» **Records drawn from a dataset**
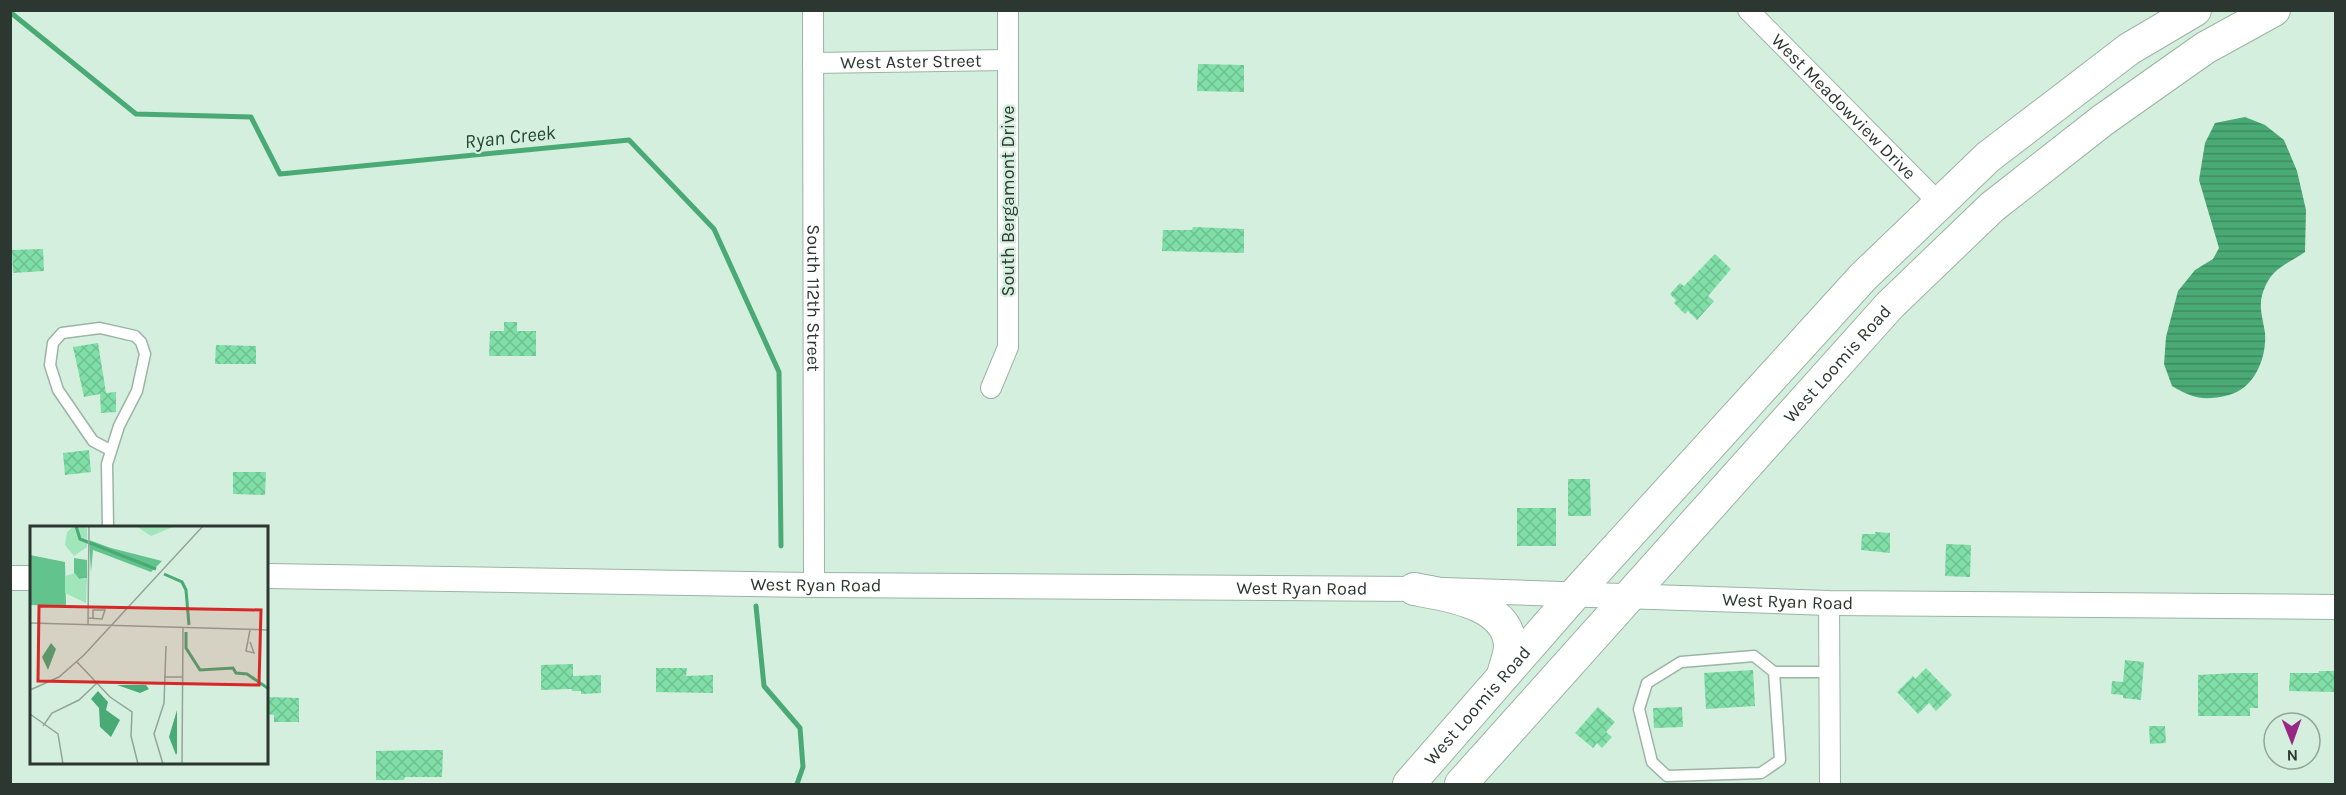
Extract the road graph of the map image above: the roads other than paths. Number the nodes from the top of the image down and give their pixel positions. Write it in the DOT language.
graph roads {
  1 [pos="813,10"];
  2 [pos="1008,10"];
  3 [pos="1748,10"];
  4 [pos="2195,10"];
  5 [pos="2274,10"];
  6 [pos="1007,60"];
  7 [pos="813,63"];
  8 [pos="1939,203"];
  9 [pos="1836,307"];
  10 [pos="1866,331"];
  11 [pos="991,388"];
  12 [pos="110,450"];
  13 [pos="108,526"];
  14 [pos="268,576"];
  15 [pos="10,578"];
  16 [pos="30,578"];
  17 [pos="814,585"];
  18 [pos="1414,588"];
  19 [pos="1575,595"];
  20 [pos="1628,596"];
  21 [pos="1829,603"];
  22 [pos="2336,607"];
  23 [pos="1774,672"];
  24 [pos="1830,672"];
  25 [pos="1503,675"];
  26 [pos="1409,784"];
  27 [pos="1461,784"];
  28 [pos="1830,784"];
  1 -- 7 [label="street, South 112th Street"];
  2 -- 6 [label="street, South Bergamont Drive"];
  3 -- 8 [label="street, West Meadowview Drive"];
  4 -- 8 [label="main road, West Loomis Road"];
  5 -- 10 [label="main road, West Loomis Road"];
  6 -- 7 [label="street, West Aster Street"];
  6 -- 11 [label="street, South Bergamont Drive"];
  7 -- 17 [label="street, South 112th Street"];
  8 -- 9 [label="main road, West Loomis Road"];
  9 -- 10 [label="main road"];
  9 -- 19 [label="main road, West Loomis Road"];
  10 -- 20 [label="main road, West Loomis Road"];
  12 -- 12 [label="lane"];
  12 -- 13 [label="lane"];
  14 -- 17 [label="street, West Ryan Road"];
  15 -- 16 [label="street"];
  17 -- 18 [label="street, West Ryan Road"];
  18 -- 19 [label="street, West Ryan Road"];
  18 -- 25 [label="main road"];
  19 -- 20 [label="street, West Ryan Road"];
  19 -- 25 [label="main road, West Loomis Road"];
  20 -- 21 [label="street, West Ryan Road"];
  20 -- 27 [label="main road, West Loomis Road"];
  21 -- 22 [label="street, West Ryan Road"];
  21 -- 24 [label="street"];
  23 -- 23 [label="lane"];
  23 -- 24 [label="lane"];
  24 -- 28 [label="street"];
  25 -- 26 [label="main road, West Loomis Road"];
}
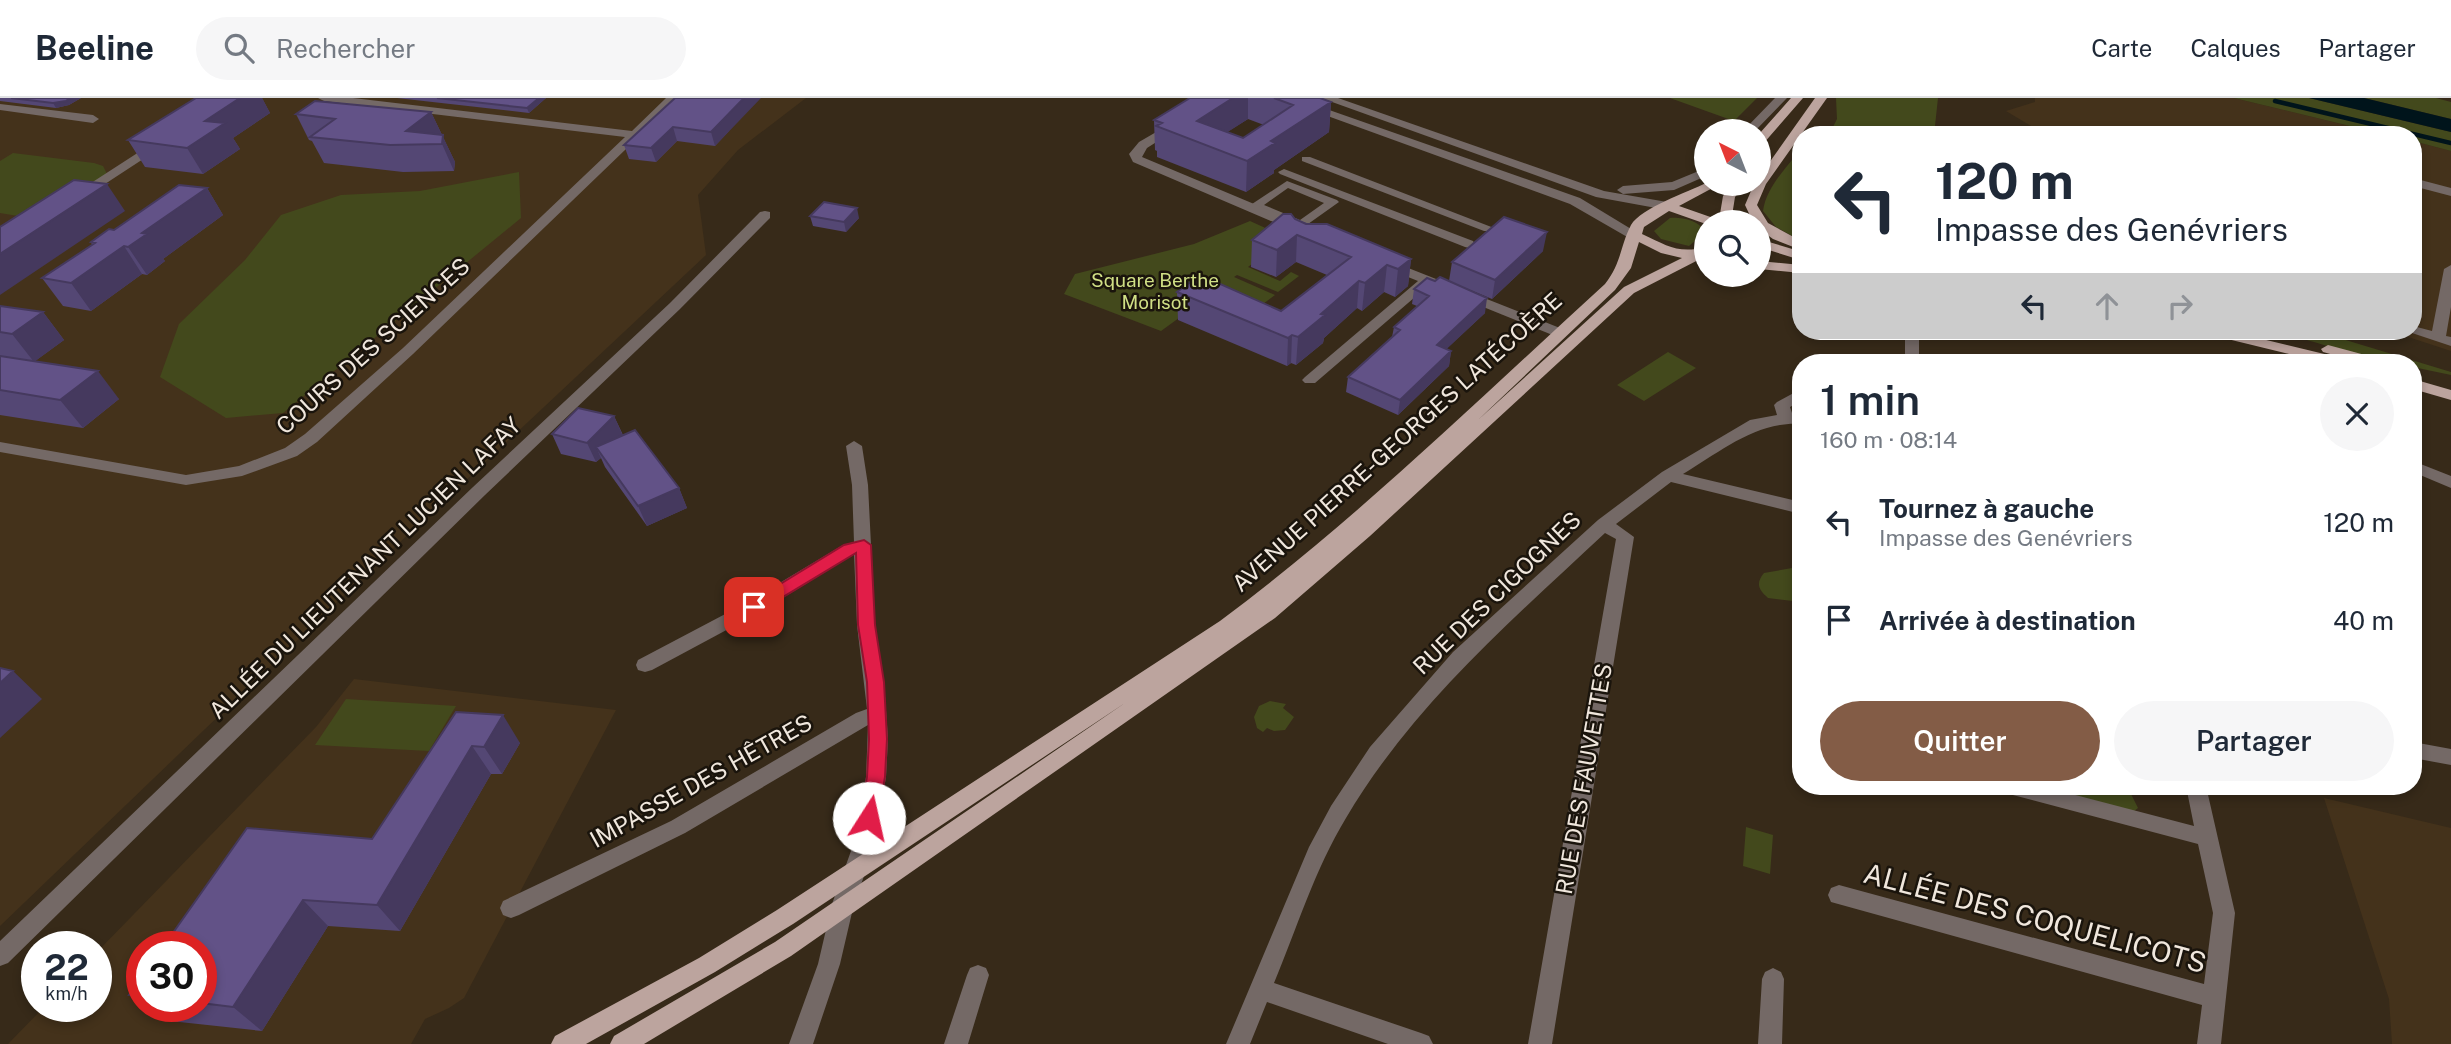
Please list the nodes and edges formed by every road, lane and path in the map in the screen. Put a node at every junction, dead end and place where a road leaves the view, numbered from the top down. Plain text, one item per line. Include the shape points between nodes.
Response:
1 (324, 98) edge
2 (673, 98) edge
3 (1284, 98) edge
4 (1327, 98) edge
5 (1781, 98) edge
6 (1797, 98) edge
7 (1813, 98) edge
8 (1821, 98) edge
9 (0, 107) edge
10 (1188, 118) edge
11 (93, 119) dead end
12 (1761, 119) edge
13 (1801, 126) edge
14 (1771, 127) edge
15 (172, 135) edge
16 (635, 135) junction
17 (1792, 139) edge
18 (1771, 149) edge
19 (1306, 159) dead end
20 (1286, 178) junction
21 (1694, 179) edge
22 (2422, 184) edge
23 (1585, 189) junction
24 (2451, 192) edge
25 (1694, 193) edge
26 (70, 200) edge
27 (1667, 206) junction
28 (765, 215) dead end
29 (1694, 215) edge
30 (1488, 229) edge
31 (1308, 231) edge
32 (1634, 235) junction
33 (1792, 242) edge
34 (1469, 244) edge
35 (1771, 247) edge
36 (1792, 253) edge
37 (1694, 255) edge
38 (1371, 257) edge
39 (1694, 260) edge
40 (1771, 266) edge
41 (1792, 269) edge
42 (2451, 269) edge
43 (1427, 280) junction
44 (1560, 333) junction
45 (2422, 333) edge
46 (2249, 340) edge
47 (2293, 340) edge
48 (2445, 340) edge
49 (2307, 354) edge
50 (2345, 354) edge
51 (2422, 376) edge
52 (1310, 380) dead end
53 (2451, 384) edge
54 (2422, 387) edge
55 (2451, 395) edge
56 (1792, 399) edge
57 (1792, 418) edge
58 (1792, 419) edge
59 (854, 446) dead end
60 (0, 447) edge
61 (2422, 470) edge
62 (1668, 477) junction
63 (2451, 482) edge
64 (1792, 506) edge
65 (1604, 524) junction
66 (864, 545) junction
67 (645, 665) dead end
68 (876, 714) junction
69 (2422, 752) edge
70 (2451, 757) edge
71 (990, 793) junction
72 (2043, 795) edge
73 (2198, 795) edge
74 (2208, 838) junction
75 (855, 872) junction
76 (1839, 895) dead end
77 (843, 904) junction
78 (511, 908) dead end
79 (0, 956) edge
80 (978, 975) dead end
81 (1773, 979) dead end
82 (1260, 989) junction
83 (2216, 998) junction
84 (563, 1044) edge
85 (622, 1044) edge
86 (801, 1044) edge
87 (956, 1044) edge
88 (1238, 1044) edge
89 (1421, 1044) edge
90 (1540, 1044) edge
91 (1770, 1044) edge
92 (2209, 1044) edge

1 - 16 street
2 - 16 street, COURS DES SCIENCES
3 - 32 street via 1575,201
4 - 23 street
5 - 12 street
6 - 14 main road
7 - 18 main road
8 - 13 main road
9 - 11 street
10 - 31 street via 1143,145 1135,154 1137,159
15 - 26 street
16 - 60 street, COURS DES SCIENCES via 408,351 290,452 242,471 186,480
17 - 33 main road via 1756,190 1751,205 1768,230
19 - 30 street
20 - 20 street via 1256,206 1301,225 1333,202
20 - 34 street
21 - 23 street via 1661,189
22 - 24 street
23 - 27 street
25 - 27 main road
27 - 29 main road
27 - 32 main road via 1643,221
28 - 79 street, ALLÉE DU LIEUTENANT LUCIEN LAFAY
32 - 37 main road via 1666,250
32 - 44 main road, AVENUE PIERRE-GEORGES LATÉCOÈRE via 1620,275
35 - 36 main road
38 - 43 street
39 - 71 main road, AVENUE PIERRE-GEORGES LATÉCOÈRE via 1629,290 1364,533 1269,613
40 - 41 main road
42 - 48 street
43 - 44 street
43 - 52 street
44 - 71 main road, AVENUE PIERRE-GEORGES LATÉCOÈRE via 1277,590
45 - 48 street
46 - 49 main road
47 - 50 main road
51 - 53 main road
54 - 55 main road
56 - 57 street via 1782,405
58 - 62 street, RUE DES CIGOGNES via 1756,424
59 - 66 street
61 - 63 street
62 - 64 street
62 - 65 street, RUE DES CIGOGNES
65 - 82 street, RUE DES CIGOGNES via 1460,657 1377,753 1319,847
65 - 90 street, RUE DES FAUVETTES via 1625,537
66 - 67 street via 849,549
66 - 68 street via 866,625
68 - 75 street via 876,777
68 - 78 street, IMPASSE DES HÊTRES via 678,827
69 - 70 street
71 - 75 main road, AVENUE PIERRE-GEORGES LATÉCOÈRE
71 - 77 main road, AVENUE PIERRE-GEORGES LATÉCOÈRE
72 - 74 street
73 - 74 street
74 - 83 street via 2224,913
75 - 77 street
75 - 84 main road, AVENUE PIERRE-GEORGES LATÉCOÈRE via 707,965
76 - 83 street, ALLÉE DES COQUELICOTS
77 - 85 main road, AVENUE PIERRE-GEORGES LATÉCOÈRE via 783,948
77 - 86 street via 829,964
80 - 87 street
81 - 91 street
82 - 88 street, RUE DES CIGOGNES
82 - 89 street
83 - 92 street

» **EXERCISE DIRECTIONS**
Without any pictures, please reproduce the full set of entries.

» **WRITTEN ANSWER**
Extract the road graph of the map image above: the roads other than paths. Number the nodes from the top of the image down and give their pixel positions. Write it in the DOT language.
graph roads {
  1 [pos="813,10"];
  2 [pos="1008,10"];
  3 [pos="1748,10"];
  4 [pos="2195,10"];
  5 [pos="2274,10"];
  6 [pos="1007,60"];
  7 [pos="813,63"];
  8 [pos="1939,203"];
  9 [pos="1836,307"];
  10 [pos="1866,331"];
  11 [pos="991,388"];
  12 [pos="110,450"];
  13 [pos="108,526"];
  14 [pos="268,576"];
  15 [pos="10,578"];
  16 [pos="30,578"];
  17 [pos="814,585"];
  18 [pos="1414,588"];
  19 [pos="1575,595"];
  20 [pos="1628,596"];
  21 [pos="1829,603"];
  22 [pos="2336,607"];
  23 [pos="1774,672"];
  24 [pos="1830,672"];
  25 [pos="1503,675"];
  26 [pos="1409,784"];
  27 [pos="1461,784"];
  28 [pos="1830,784"];
  1 -- 7 [label="street, South 112th Street"];
  2 -- 6 [label="street, South Bergamont Drive"];
  3 -- 8 [label="street, West Meadowview Drive"];
  4 -- 8 [label="main road, West Loomis Road"];
  5 -- 10 [label="main road, West Loomis Road"];
  6 -- 7 [label="street, West Aster Street"];
  6 -- 11 [label="street, South Bergamont Drive"];
  7 -- 17 [label="street, South 112th Street"];
  8 -- 9 [label="main road, West Loomis Road"];
  9 -- 10 [label="main road"];
  9 -- 19 [label="main road, West Loomis Road"];
  10 -- 20 [label="main road, West Loomis Road"];
  12 -- 12 [label="lane"];
  12 -- 13 [label="lane"];
  14 -- 17 [label="street, West Ryan Road"];
  15 -- 16 [label="street"];
  17 -- 18 [label="street, West Ryan Road"];
  18 -- 19 [label="street, West Ryan Road"];
  18 -- 25 [label="main road"];
  19 -- 20 [label="street, West Ryan Road"];
  19 -- 25 [label="main road, West Loomis Road"];
  20 -- 21 [label="street, West Ryan Road"];
  20 -- 27 [label="main road, West Loomis Road"];
  21 -- 22 [label="street, West Ryan Road"];
  21 -- 24 [label="street"];
  23 -- 23 [label="lane"];
  23 -- 24 [label="lane"];
  24 -- 28 [label="street"];
  25 -- 26 [label="main road, West Loomis Road"];
}
Please list the nodes and edges formed by every road, lane and path in the map in the screen. Put a node at every junction, dead end and place where a road leaves the view, numbered from the top down. Plain text, one item per line. Include the shape points between nodes.
Response:
1 (324, 98) edge
2 (673, 98) edge
3 (1284, 98) edge
4 (1327, 98) edge
5 (1781, 98) edge
6 (1797, 98) edge
7 (1813, 98) edge
8 (1821, 98) edge
9 (0, 107) edge
10 (1188, 118) edge
11 (93, 119) dead end
12 (1761, 119) edge
13 (1801, 126) edge
14 (1771, 127) edge
15 (172, 135) edge
16 (635, 135) junction
17 (1792, 139) edge
18 (1771, 149) edge
19 (1306, 159) dead end
20 (1286, 178) junction
21 (1694, 179) edge
22 (2422, 184) edge
23 (1585, 189) junction
24 (2451, 192) edge
25 (1694, 193) edge
26 (70, 200) edge
27 (1667, 206) junction
28 (765, 215) dead end
29 (1694, 215) edge
30 (1488, 229) edge
31 (1308, 231) edge
32 (1634, 235) junction
33 (1792, 242) edge
34 (1469, 244) edge
35 (1771, 247) edge
36 (1792, 253) edge
37 (1694, 255) edge
38 (1371, 257) edge
39 (1694, 260) edge
40 (1771, 266) edge
41 (1792, 269) edge
42 (2451, 269) edge
43 (1427, 280) junction
44 (1560, 333) junction
45 (2422, 333) edge
46 (2249, 340) edge
47 (2293, 340) edge
48 (2445, 340) edge
49 (2307, 354) edge
50 (2345, 354) edge
51 (2422, 376) edge
52 (1310, 380) dead end
53 (2451, 384) edge
54 (2422, 387) edge
55 (2451, 395) edge
56 (1792, 399) edge
57 (1792, 418) edge
58 (1792, 419) edge
59 (854, 446) dead end
60 (0, 447) edge
61 (2422, 470) edge
62 (1668, 477) junction
63 (2451, 482) edge
64 (1792, 506) edge
65 (1604, 524) junction
66 (864, 545) junction
67 (645, 665) dead end
68 (876, 714) junction
69 (2422, 752) edge
70 (2451, 757) edge
71 (990, 793) junction
72 (2043, 795) edge
73 (2198, 795) edge
74 (2208, 838) junction
75 (855, 872) junction
76 (1839, 895) dead end
77 (843, 904) junction
78 (511, 908) dead end
79 (0, 956) edge
80 (978, 975) dead end
81 (1773, 979) dead end
82 (1260, 989) junction
83 (2216, 998) junction
84 (563, 1044) edge
85 (622, 1044) edge
86 (801, 1044) edge
87 (956, 1044) edge
88 (1238, 1044) edge
89 (1421, 1044) edge
90 (1540, 1044) edge
91 (1770, 1044) edge
92 (2209, 1044) edge

1 - 16 street
2 - 16 street, COURS DES SCIENCES
3 - 32 street via 1575,201
4 - 23 street
5 - 12 street
6 - 14 main road
7 - 18 main road
8 - 13 main road
9 - 11 street
10 - 31 street via 1143,145 1135,154 1137,159
15 - 26 street
16 - 60 street, COURS DES SCIENCES via 408,351 290,452 242,471 186,480
17 - 33 main road via 1756,190 1751,205 1768,230
19 - 30 street
20 - 20 street via 1256,206 1301,225 1333,202
20 - 34 street
21 - 23 street via 1661,189
22 - 24 street
23 - 27 street
25 - 27 main road
27 - 29 main road
27 - 32 main road via 1643,221
28 - 79 street, ALLÉE DU LIEUTENANT LUCIEN LAFAY
32 - 37 main road via 1666,250
32 - 44 main road, AVENUE PIERRE-GEORGES LATÉCOÈRE via 1620,275
35 - 36 main road
38 - 43 street
39 - 71 main road, AVENUE PIERRE-GEORGES LATÉCOÈRE via 1629,290 1364,533 1269,613
40 - 41 main road
42 - 48 street
43 - 44 street
43 - 52 street
44 - 71 main road, AVENUE PIERRE-GEORGES LATÉCOÈRE via 1277,590
45 - 48 street
46 - 49 main road
47 - 50 main road
51 - 53 main road
54 - 55 main road
56 - 57 street via 1782,405
58 - 62 street, RUE DES CIGOGNES via 1756,424
59 - 66 street
61 - 63 street
62 - 64 street
62 - 65 street, RUE DES CIGOGNES
65 - 82 street, RUE DES CIGOGNES via 1460,657 1377,753 1319,847
65 - 90 street, RUE DES FAUVETTES via 1625,537
66 - 67 street via 849,549
66 - 68 street via 866,625
68 - 75 street via 876,777
68 - 78 street, IMPASSE DES HÊTRES via 678,827
69 - 70 street
71 - 75 main road, AVENUE PIERRE-GEORGES LATÉCOÈRE
71 - 77 main road, AVENUE PIERRE-GEORGES LATÉCOÈRE
72 - 74 street
73 - 74 street
74 - 83 street via 2224,913
75 - 77 street
75 - 84 main road, AVENUE PIERRE-GEORGES LATÉCOÈRE via 707,965
76 - 83 street, ALLÉE DES COQUELICOTS
77 - 85 main road, AVENUE PIERRE-GEORGES LATÉCOÈRE via 783,948
77 - 86 street via 829,964
80 - 87 street
81 - 91 street
82 - 88 street, RUE DES CIGOGNES
82 - 89 street
83 - 92 street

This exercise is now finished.